+++ Given data
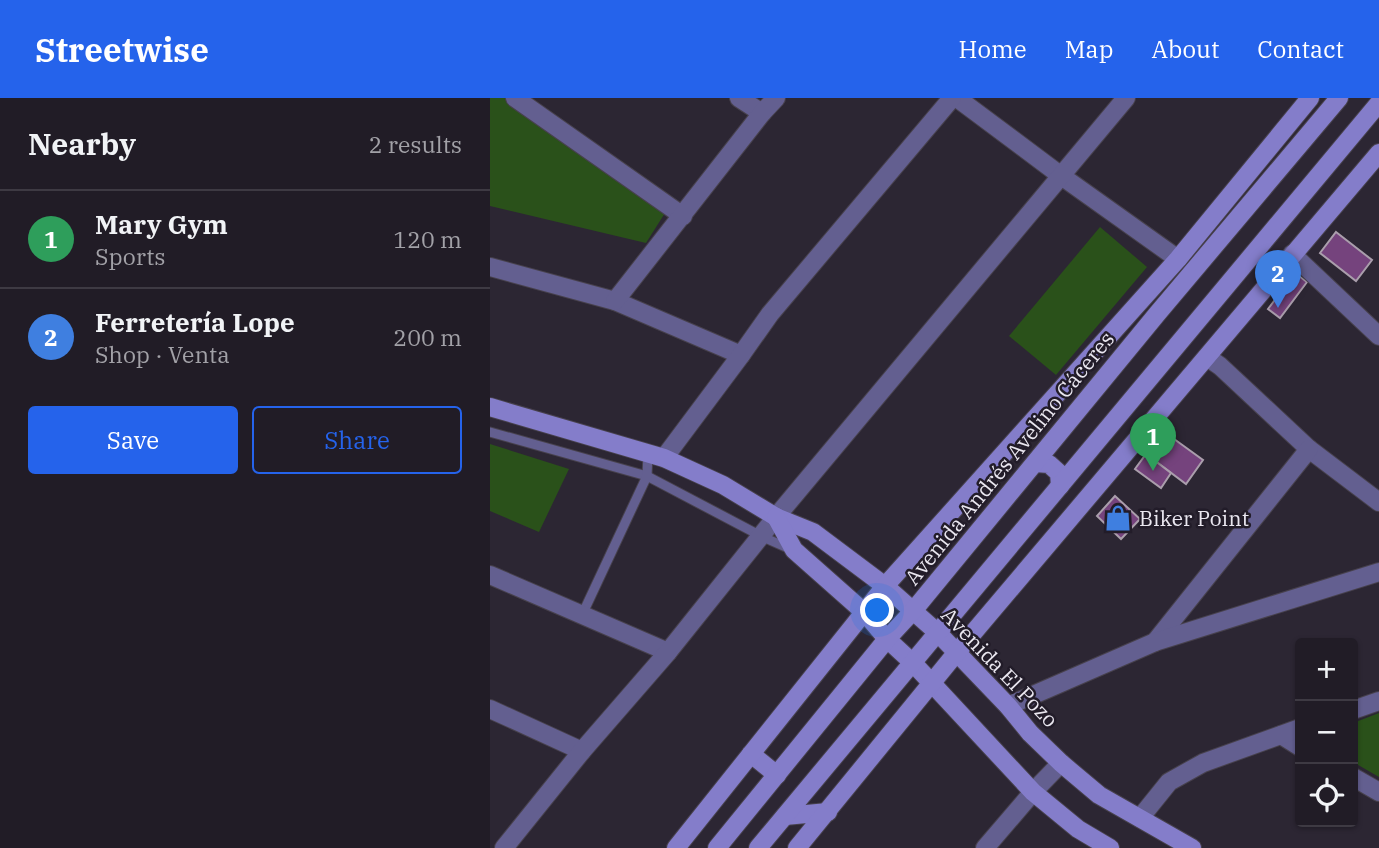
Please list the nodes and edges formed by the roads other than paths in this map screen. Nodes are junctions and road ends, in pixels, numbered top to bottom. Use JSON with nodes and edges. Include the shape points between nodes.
{"nodes":[{"id":1,"x":515,"y":98,"type":"edge"},
{"id":2,"x":739,"y":98,"type":"edge"},
{"id":3,"x":776,"y":98,"type":"edge"},
{"id":4,"x":955,"y":98,"type":"edge"},
{"id":5,"x":1126,"y":98,"type":"edge"},
{"id":6,"x":1310,"y":98,"type":"edge"},
{"id":7,"x":1339,"y":98,"type":"edge"},
{"id":8,"x":1379,"y":103,"type":"edge"},
{"id":9,"x":762,"y":113,"type":"junction"},
{"id":10,"x":1379,"y":153,"type":"edge"},
{"id":11,"x":1060,"y":175,"type":"junction"},
{"id":12,"x":683,"y":216,"type":"junction"},
{"id":13,"x":1292,"y":254,"type":"junction"},
{"id":14,"x":1178,"y":259,"type":"junction"},
{"id":15,"x":490,"y":267,"type":"edge"},
{"id":16,"x":615,"y":301,"type":"junction"},
{"id":17,"x":1379,"y":336,"type":"edge"},
{"id":18,"x":741,"y":355,"type":"junction"},
{"id":19,"x":1207,"y":357,"type":"junction"},
{"id":20,"x":490,"y":407,"type":"edge"},
{"id":21,"x":490,"y":432,"type":"edge"},
{"id":22,"x":1309,"y":449,"type":"junction"},
{"id":23,"x":656,"y":455,"type":"junction"},
{"id":24,"x":1035,"y":463,"type":"junction"},
{"id":25,"x":647,"y":476,"type":"junction"},
{"id":26,"x":1060,"y":486,"type":"junction"},
{"id":27,"x":1379,"y":502,"type":"edge"},
{"id":28,"x":776,"y":517,"type":"junction"},
{"id":29,"x":761,"y":536,"type":"junction"},
{"id":30,"x":794,"y":551,"type":"junction"},
{"id":31,"x":1379,"y":572,"type":"edge"},
{"id":32,"x":490,"y":575,"type":"edge"},
{"id":33,"x":885,"y":586,"type":"junction"},
{"id":34,"x":913,"y":611,"type":"junction"},
{"id":35,"x":864,"y":612,"type":"junction"},
{"id":36,"x":582,"y":615,"type":"junction"},
{"id":37,"x":938,"y":633,"type":"junction"},
{"id":38,"x":887,"y":639,"type":"junction"},
{"id":39,"x":1155,"y":642,"type":"junction"},
{"id":40,"x":668,"y":652,"type":"junction"},
{"id":41,"x":957,"y":652,"type":"junction"},
{"id":42,"x":913,"y":663,"type":"junction"},
{"id":43,"x":931,"y":682,"type":"junction"},
{"id":44,"x":1379,"y":701,"type":"edge"},
{"id":45,"x":1008,"y":706,"type":"junction"},
{"id":46,"x":1358,"y":708,"type":"edge"},
{"id":47,"x":490,"y":709,"type":"edge"},
{"id":48,"x":1295,"y":731,"type":"edge"},
{"id":49,"x":1281,"y":736,"type":"junction"},
{"id":50,"x":1295,"y":744,"type":"edge"},
{"id":51,"x":582,"y":751,"type":"junction"},
{"id":52,"x":751,"y":754,"type":"junction"},
{"id":53,"x":1061,"y":763,"type":"junction"},
{"id":54,"x":777,"y":775,"type":"junction"},
{"id":55,"x":1358,"y":780,"type":"edge"},
{"id":56,"x":1033,"y":792,"type":"junction"},
{"id":57,"x":1379,"y":792,"type":"edge"},
{"id":58,"x":828,"y":812,"type":"junction"},
{"id":59,"x":785,"y":816,"type":"junction"},
{"id":60,"x":1140,"y":818,"type":"junction"},
{"id":61,"x":504,"y":848,"type":"edge"},
{"id":62,"x":676,"y":848,"type":"edge"},
{"id":63,"x":717,"y":848,"type":"edge"},
{"id":64,"x":758,"y":848,"type":"edge"},
{"id":65,"x":797,"y":848,"type":"edge"},
{"id":66,"x":985,"y":848,"type":"edge"},
{"id":67,"x":1110,"y":848,"type":"edge"},
{"id":68,"x":1192,"y":848,"type":"edge"}],
"edges":[{"from":1,"to":12,"type":"street"},
{"from":2,"to":9,"type":"street"},
{"from":3,"to":9,"type":"street"},
{"from":4,"to":11,"type":"street"},
{"from":4,"to":18,"type":"street","via":[[770,314]]},
{"from":5,"to":11,"type":"street"},
{"from":6,"to":14,"type":"street"},
{"from":7,"to":24,"type":"street","name":"Avenida Andrés Avelino Cáceres"},
{"from":8,"to":26,"type":"street"},
{"from":9,"to":12,"type":"street"},
{"from":10,"to":13,"type":"street"},
{"from":11,"to":14,"type":"street"},
{"from":11,"to":28,"type":"street"},
{"from":12,"to":16,"type":"street"},
{"from":13,"to":17,"type":"street"},
{"from":13,"to":19,"type":"street"},
{"from":14,"to":33,"type":"street"},
{"from":15,"to":16,"type":"street"},
{"from":16,"to":18,"type":"street"},
{"from":18,"to":23,"type":"street"},
{"from":19,"to":22,"type":"street"},
{"from":19,"to":41,"type":"street"},
{"from":20,"to":23,"type":"street","name":"Avenida El Pozo"},
{"from":21,"to":25,"type":"lane"},
{"from":22,"to":27,"type":"street"},
{"from":22,"to":39,"type":"street"},
{"from":23,"to":25,"type":"lane"},
{"from":23,"to":28,"type":"street","name":"Avenida El Pozo","via":[[723,485]]},
{"from":24,"to":26,"type":"street","via":[[1049,464],[1059,473]]},
{"from":24,"to":34,"type":"street","name":"Avenida Andrés Avelino Cáceres"},
{"from":25,"to":29,"type":"lane"},
{"from":25,"to":36,"type":"lane"},
{"from":26,"to":37,"type":"street"},
{"from":28,"to":29,"type":"street"},
{"from":28,"to":30,"type":"street"},
{"from":28,"to":33,"type":"street","name":"Avenida El Pozo","via":[[813,533]]},
{"from":29,"to":30,"type":"lane"},
{"from":29,"to":40,"type":"street"},
{"from":30,"to":35,"type":"street"},
{"from":31,"to":39,"type":"street"},
{"from":32,"to":36,"type":"street"},
{"from":33,"to":34,"type":"street","name":"Avenida El Pozo"},
{"from":33,"to":35,"type":"street"},
{"from":34,"to":37,"type":"street","name":"Avenida El Pozo"},
{"from":34,"to":38,"type":"street","name":"Avenida Andrés Avelino Cáceres"},
{"from":35,"to":38,"type":"street"},
{"from":35,"to":52,"type":"street"},
{"from":36,"to":40,"type":"street"},
{"from":37,"to":41,"type":"street","name":"Avenida El Pozo"},
{"from":37,"to":42,"type":"street"},
{"from":38,"to":42,"type":"street"},
{"from":38,"to":54,"type":"street","name":"Avenida Andrés Avelino Cáceres"},
{"from":39,"to":45,"type":"street"},
{"from":40,"to":51,"type":"street"},
{"from":41,"to":43,"type":"street"},
{"from":41,"to":45,"type":"street","name":"Avenida El Pozo"},
{"from":42,"to":43,"type":"street"},
{"from":42,"to":59,"type":"street"},
{"from":43,"to":56,"type":"street"},
{"from":43,"to":58,"type":"street"},
{"from":44,"to":46,"type":"street"},
{"from":45,"to":53,"type":"street","name":"Avenida El Pozo"},
{"from":47,"to":51,"type":"street"},
{"from":48,"to":49,"type":"street"},
{"from":49,"to":50,"type":"street"},
{"from":49,"to":60,"type":"street","via":[[1203,763],[1169,782]]},
{"from":51,"to":61,"type":"street"},
{"from":52,"to":54,"type":"street"},
{"from":52,"to":62,"type":"street"},
{"from":53,"to":56,"type":"street"},
{"from":53,"to":60,"type":"street","name":"Avenida El Pozo","via":[[1099,795]]},
{"from":54,"to":63,"type":"street","name":"Avenida Andrés Avelino Cáceres"},
{"from":55,"to":57,"type":"street"},
{"from":56,"to":66,"type":"street"},
{"from":56,"to":67,"type":"street"},
{"from":58,"to":59,"type":"street"},
{"from":58,"to":65,"type":"street"},
{"from":59,"to":64,"type":"street"},
{"from":60,"to":68,"type":"street","name":"Avenida El Pozo"}]}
++++++
■ Exercise requirements: Look through the data above for the string "Pozo" and copy every line where it appears.

■ Reply:
{"from":20,"to":23,"type":"street","name":"Avenida El Pozo"},
{"from":23,"to":28,"type":"street","name":"Avenida El Pozo","via":[[723,485]]},
{"from":28,"to":33,"type":"street","name":"Avenida El Pozo","via":[[813,533]]},
{"from":33,"to":34,"type":"street","name":"Avenida El Pozo"},
{"from":34,"to":37,"type":"street","name":"Avenida El Pozo"},
{"from":37,"to":41,"type":"street","name":"Avenida El Pozo"},
{"from":41,"to":45,"type":"street","name":"Avenida El Pozo"},
{"from":45,"to":53,"type":"street","name":"Avenida El Pozo"},
{"from":53,"to":60,"type":"street","name":"Avenida El Pozo","via":[[1099,795]]},
{"from":60,"to":68,"type":"street","name":"Avenida El Pozo"}]}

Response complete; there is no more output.